YACHT-Leser fragen, Bobby Schenk
antwortet
14.10.2010
Sehr geehrter Herr Hoffmann,
muss schon sagen, ganz schön anspruchsvoll,
Ihr Gymnasium! Freut mich, dass Sie sich mit so einem Thema auseinandersetzen,
das sich ja in den Augen vieler wegen GPS erledigt hat. Was nicht stimmt, denn
in der Navigation gilt immer noch der Grundsatz, dass Redundanz vorhanden sein
soll, also ein Backup-System, das einspringen kann, wenn das GPS-System, aus
welchem Gründen auch immer, keine richtigen Daten mehr liefert. Und Ersatz kann
nun mal auf offener See nur die Navigation mit Himmelskörpern sein, so, wie sie
halt seit ein paar hundert Jahren praktiziert worden ist wird.
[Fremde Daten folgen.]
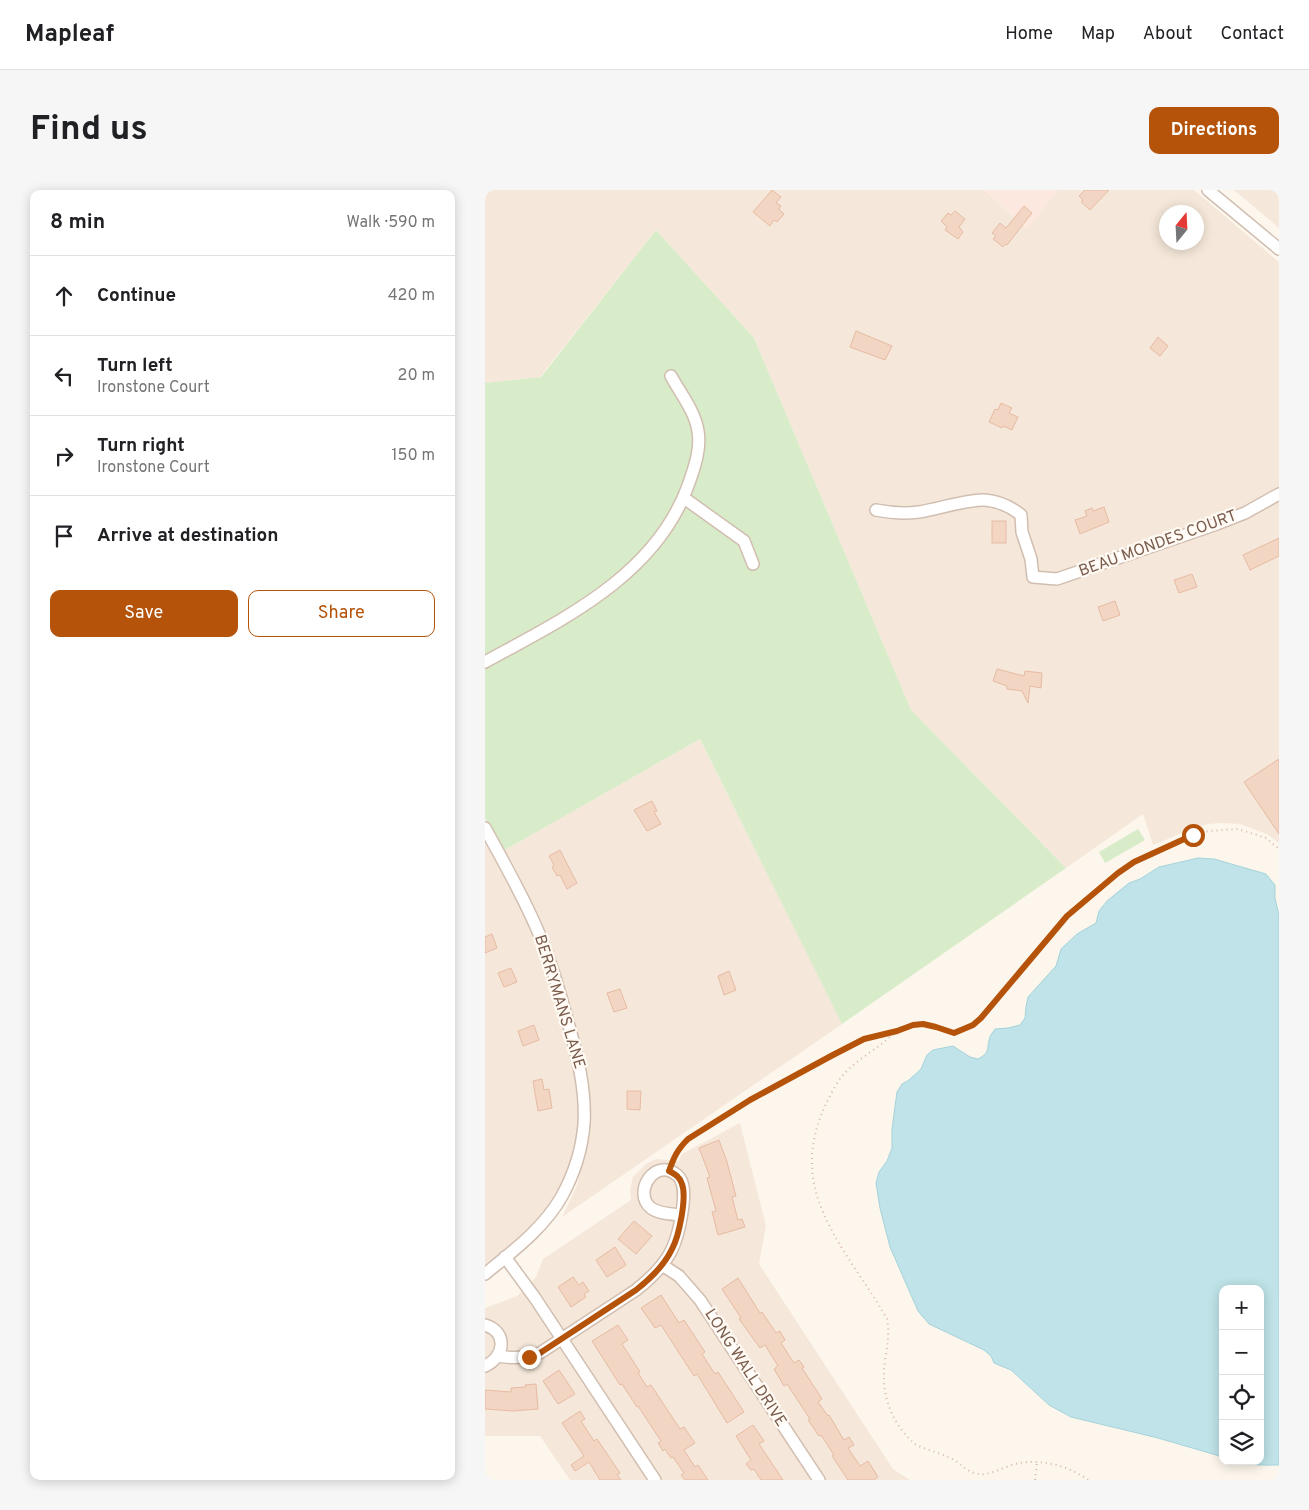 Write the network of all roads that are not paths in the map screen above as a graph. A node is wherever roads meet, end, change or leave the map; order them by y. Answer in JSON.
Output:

Aber das System von St.Hilaire ist nicht so
einfach zu erklären, wie Sie sich das vielleicht vorstellen. Immerhin sind Bücher
zu diesem Thema vollgeschrieben worden, zum Beispiel mein Buch Buch ASTRONAVIGATION - siehe
hier.
Trotzdem möchte ich mal versuchen, Ihnen
einen Überblick in der gebotenen Kürze geben: Zunächst einmal: Es gibt keine
Navigationsmethode, bei der mit einer Messung ein Standort nach geographischer Länge
und Breite gewonnen werden könnte. Die Messung eines Himmelskörpers kann in
der Praxis nur eine Standlinie ergeben, also eine Linie auf der Erdoberfläche,
auf der Sie sich befinden. Einen Fixort bekommen Sie erst dann, wenn Sie zwei
Standlinien haben, die sich in einem möglichst deutlichen Winkel schneiden.
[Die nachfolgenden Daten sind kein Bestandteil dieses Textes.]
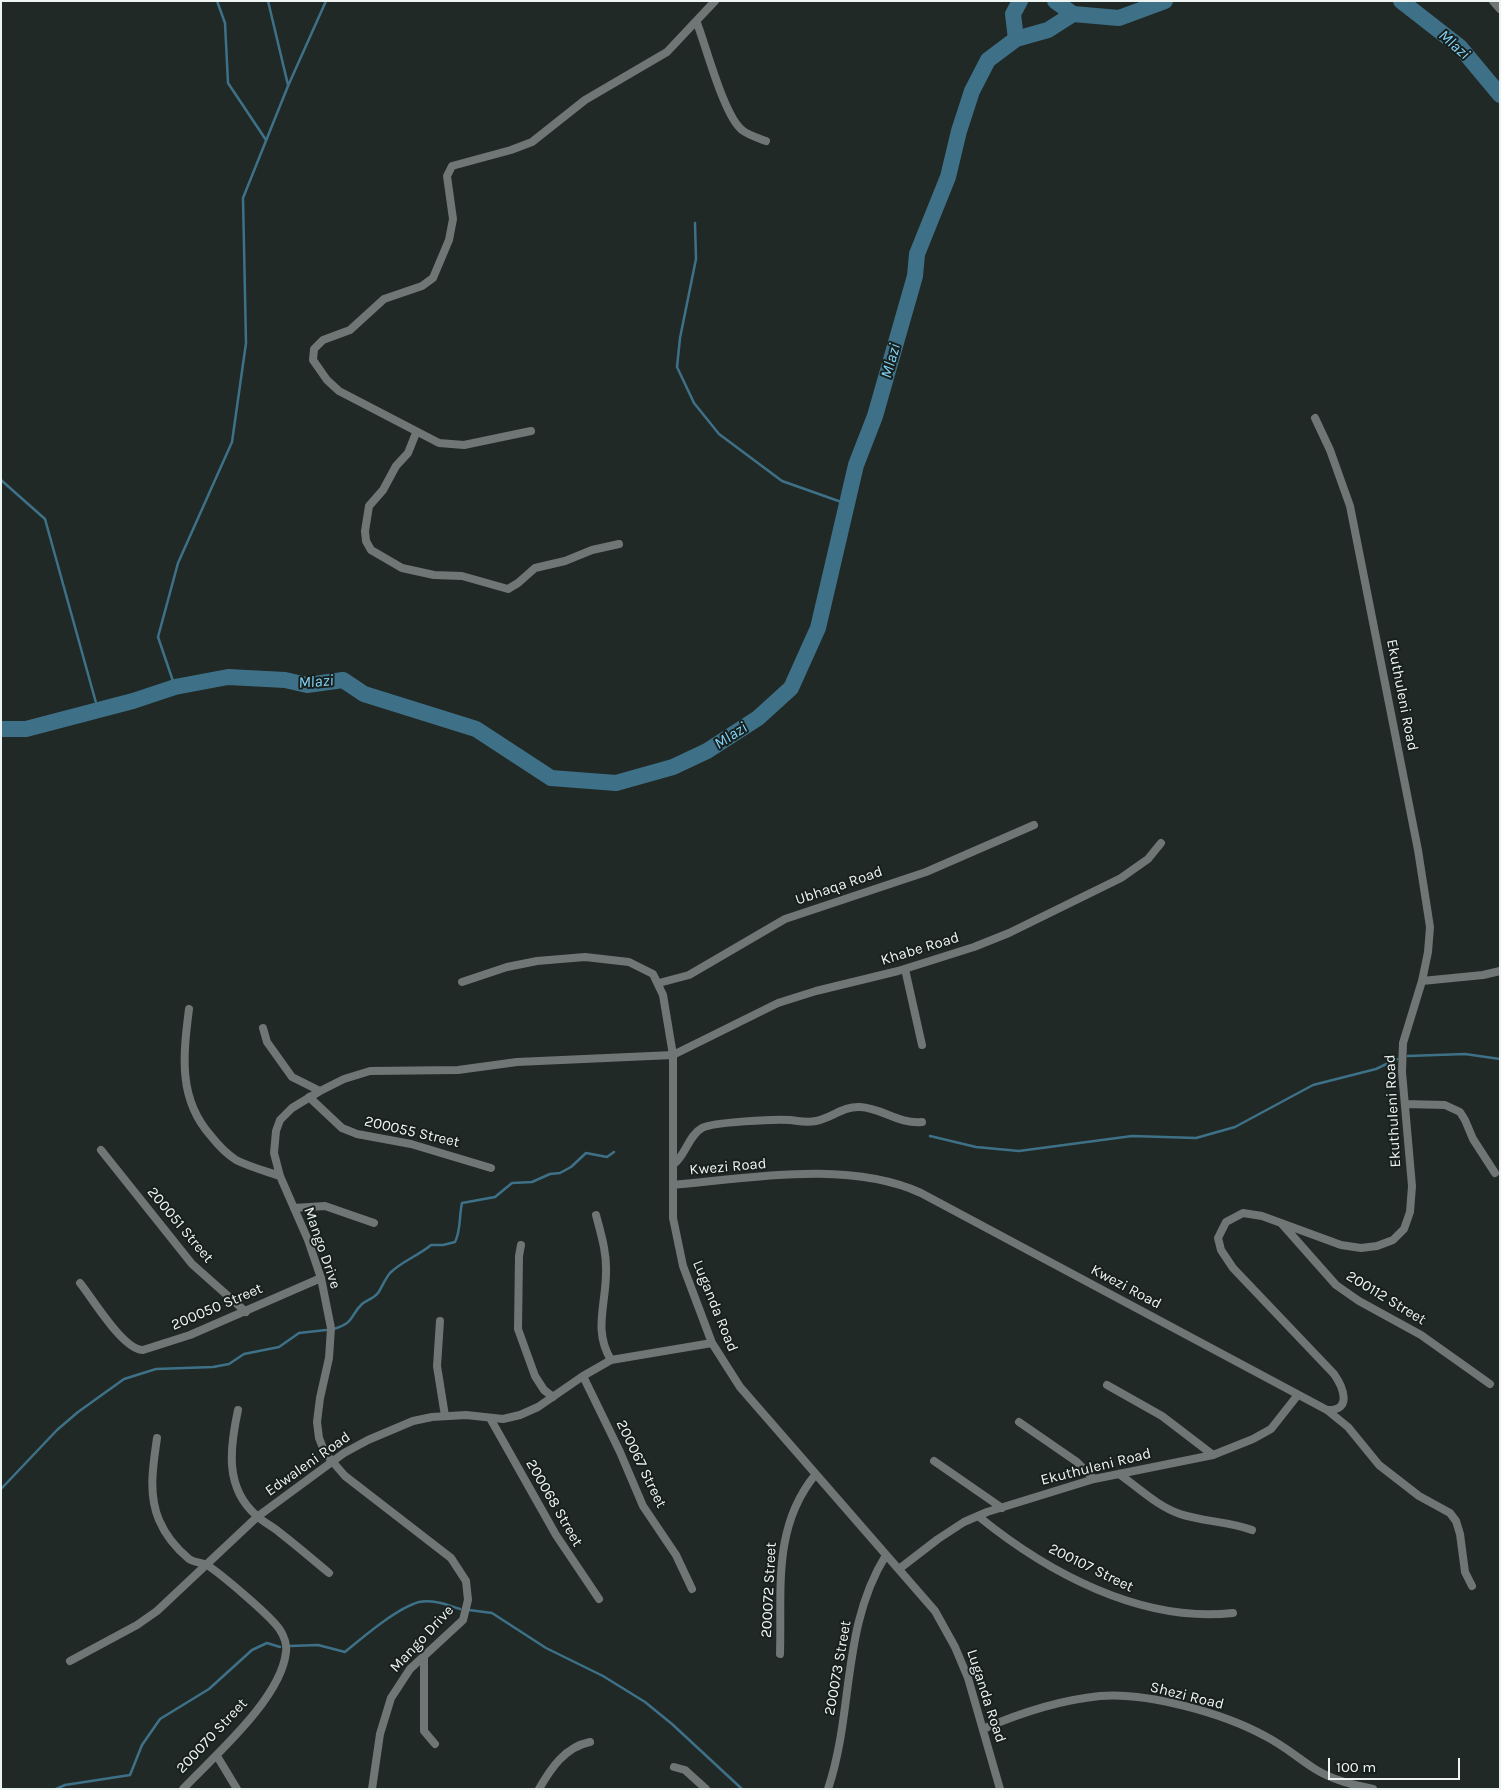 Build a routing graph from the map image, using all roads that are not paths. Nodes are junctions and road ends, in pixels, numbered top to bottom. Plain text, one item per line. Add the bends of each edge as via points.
1 (715, 1) edge
2 (1494, 1) edge
3 (1500, 9) edge
4 (697, 23) junction
5 (766, 141) dead end
6 (1316, 418) dead end
7 (531, 431) dead end
8 (416, 433) junction
9 (619, 544) dead end
10 (1034, 825) dead end
11 (1161, 843) dead end
12 (905, 969) junction
13 (1500, 971) edge
14 (1422, 981) junction
15 (462, 982) dead end
16 (658, 983) junction
17 (189, 1009) dead end
18 (263, 1028) dead end
19 (922, 1046) dead end
20 (673, 1055) junction
21 (320, 1091) junction
22 (309, 1097) junction
23 (1405, 1104) junction
24 (922, 1122) dead end
25 (101, 1150) dead end
26 (674, 1164) junction
27 (491, 1168) dead end
28 (1495, 1172) dead end
29 (280, 1176) junction
30 (673, 1185) junction
31 (294, 1208) junction
32 (596, 1215) dead end
33 (1280, 1222) junction
34 (374, 1223) dead end
35 (521, 1245) dead end
36 (320, 1278) junction
37 (80, 1283) dead end
38 (246, 1312) junction
39 (440, 1321) dead end
40 (712, 1343) junction
41 (611, 1360) junction
42 (583, 1376) junction
43 (1490, 1384) dead end
44 (1107, 1385) dead end
45 (1297, 1396) junction
46 (553, 1397) junction
47 (238, 1410) dead end
48 (1327, 1410) junction
49 (445, 1416) junction
50 (490, 1418) junction
51 (1019, 1422) dead end
52 (157, 1438) dead end
53 (1213, 1455) junction
54 (934, 1461) dead end
55 (331, 1462) junction
56 (1119, 1474) junction
57 (815, 1475) junction
58 (1094, 1480) junction
59 (1002, 1508) junction
60 (978, 1516) junction
61 (257, 1517) junction
62 (1252, 1530) dead end
63 (886, 1555) junction
64 (205, 1564) junction
65 (900, 1569) junction
66 (329, 1573) dead end
67 (1472, 1586) dead end
68 (692, 1589) dead end
69 (599, 1599) dead end
70 (1233, 1613) dead end
71 (780, 1654) dead end
72 (424, 1658) junction
73 (70, 1661) dead end
74 (983, 1729) junction
75 (590, 1742) dead end
76 (436, 1744) dead end
77 (217, 1756) junction
78 (674, 1766) dead end
79 (1354, 1787) edge
80 (183, 1789) edge
81 (237, 1789) edge
82 (372, 1789) edge
83 (538, 1789) edge
84 (706, 1789) edge
85 (828, 1789) edge
86 (1000, 1789) edge
87 (1373, 1789) edge

1 - 4 street
2 - 3 street
4 - 5 street via 718,85 735,122 743,131
4 - 8 street via 667,52 585,100 532,142 494,156 457,163 448,169 453,219 449,240 432,278 422,286 384,299 350,330 323,340 314,349 317,367 333,386
6 - 14 street, Ekuthuleni Road via 1350,506 1418,850 1430,927
7 - 8 street via 451,445
8 - 9 street via 408,453 370,506 366,541 371,550 386,560 417,572 462,576 508,588 535,568
10 - 16 street, Ubhaqa Road via 926,872 785,919 690,974
11 - 12 street, Khabe Road via 1137,867 1046,916 974,947
12 - 19 street
12 - 20 street, Khabe Road via 778,1003
13 - 14 street
14 - 23 street, Ekuthuleni Road via 1403,1044
15 - 16 street via 515,966 585,957 629,962 653,974
16 - 20 street, Luganda Road
17 - 29 street via 183,1072 186,1093 194,1112 206,1131 235,1159
18 - 21 street via 266,1042 292,1078
20 - 21 street, Mango Drive via 518,1062 458,1070 370,1071
20 - 26 street, Luganda Road
21 - 22 street, Mango Drive
22 - 27 street, 200055 Street via 342,1128 357,1134 411,1144
22 - 29 street, Mango Drive via 280,1120 274,1154
23 - 28 street via 1445,1105 1460,1112 1472,1138
23 - 33 street, Ekuthuleni Road via 1412,1186 1410,1212 1404,1228 1393,1240 1361,1248 1341,1245
24 - 26 street via 901,1120 861,1106 837,1111 818,1121 762,1120 712,1125 695,1133 682,1158
25 - 38 street, 200051 Street via 192,1264
26 - 30 street, Luganda Road
29 - 31 street, Mango Drive
30 - 40 street, Luganda Road via 673,1218 683,1266
30 - 45 street, Kwezi Road via 832,1174 868,1176 903,1185 1010,1239
31 - 34 street via 325,1206
31 - 36 street, Mango Drive
32 - 41 street via 606,1272 600,1326 603,1344
33 - 43 street, 200112 Street via 1336,1285 1421,1335
33 - 48 street, Ekuthuleni Road via 1243,1213 1234,1216 1221,1229 1218,1238 1221,1250 1234,1268 1341,1385 1344,1392 1342,1404
35 - 46 street via 518,1329 540,1386
36 - 38 street, 200050 Street
36 - 55 street, Mango Drive via 331,1328 331,1343 317,1422 319,1438
37 - 38 street, 200050 Street via 124,1340 136,1350 151,1348
39 - 49 street via 437,1366
40 - 41 street, Edwaleni Road
40 - 57 street, Luganda Road via 740,1388
41 - 42 street, Edwaleni Road
42 - 46 street, Edwaleni Road
42 - 68 street, 200067 Street via 643,1506 676,1555
44 - 53 street via 1162,1416
45 - 48 street, Kwezi Road
45 - 53 street, Ekuthuleni Road via 1271,1428 1253,1440
46 - 50 street, Edwaleni Road via 520,1415
47 - 61 street via 231,1442 234,1479 239,1494
48 - 67 street, Kwezi Road via 1348,1427 1379,1465 1419,1496 1450,1513 1460,1534 1465,1572
49 - 50 street, Edwaleni Road
49 - 55 street, Edwaleni Road via 412,1421 391,1429
50 - 69 street, 200068 Street via 556,1535
51 - 58 street via 1077,1462
52 - 64 street, 200070 Street via 152,1485 159,1521 178,1548 191,1560
53 - 56 street, Ekuthuleni Road
54 - 59 street
55 - 61 street, Edwaleni Road
55 - 72 street, Mango Drive via 451,1558 466,1581 468,1600 463,1620
56 - 58 street, Ekuthuleni Road
56 - 62 street via 1167,1508 1194,1518 1226,1522
57 - 63 street, Luganda Road
57 - 71 street, 200072 Street via 801,1495 784,1538
58 - 59 street, Ekuthuleni Road
59 - 60 street, Ekuthuleni Road
60 - 65 street, Ekuthuleni Road via 938,1539
60 - 70 street, 200107 Street via 1032,1554 1127,1602 1193,1614
61 - 64 street, Edwaleni Road
61 - 66 street
63 - 65 street, Luganda Road
63 - 85 street, 200073 Street via 868,1591 853,1645
64 - 73 street, Edwaleni Road via 137,1625
64 - 77 street, 200070 Street via 272,1620 281,1630 286,1651 277,1678 256,1712
65 - 74 street, Luganda Road via 935,1611 955,1647
72 - 76 street via 424,1731
72 - 82 street, Mango Drive via 401,1680 391,1698 380,1734
74 - 79 street, Shezi Road via 1066,1701 1102,1696 1137,1698 1190,1707 1238,1723 1264,1735 1317,1771
74 - 86 street, Luganda Road
75 - 83 street via 571,1748
77 - 80 street, 200070 Street
77 - 81 street
78 - 84 street via 685,1770
79 - 87 street, Shezi Road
Diese können mit Hilfe der Messung eines anderen Gestirns gewonnen werden, aber
auch mit der Messung desselben Gestirns ein paar Stunden später, denn dann ist
die Position des Gestirns (fast immer die Sonne) eine ganz andere als bei der
ersten Messung, es handelt sich sozusagen um ein "anderes" Gestirn.
Das
Prinzip der Astronavigation ist insofern einfach, als sich alles auf der
Erdoberfläche abspielt. Wenn Sie von der Sonne eine Linie zum Erdmittelpunkt
ziehen würden, bekämen Sie auf der Erde den sogenannten Bildpunkt. Und der ist
maßgeblich für alle Berechnungen. In den Nautischen Jahrbüchern (Almanachen)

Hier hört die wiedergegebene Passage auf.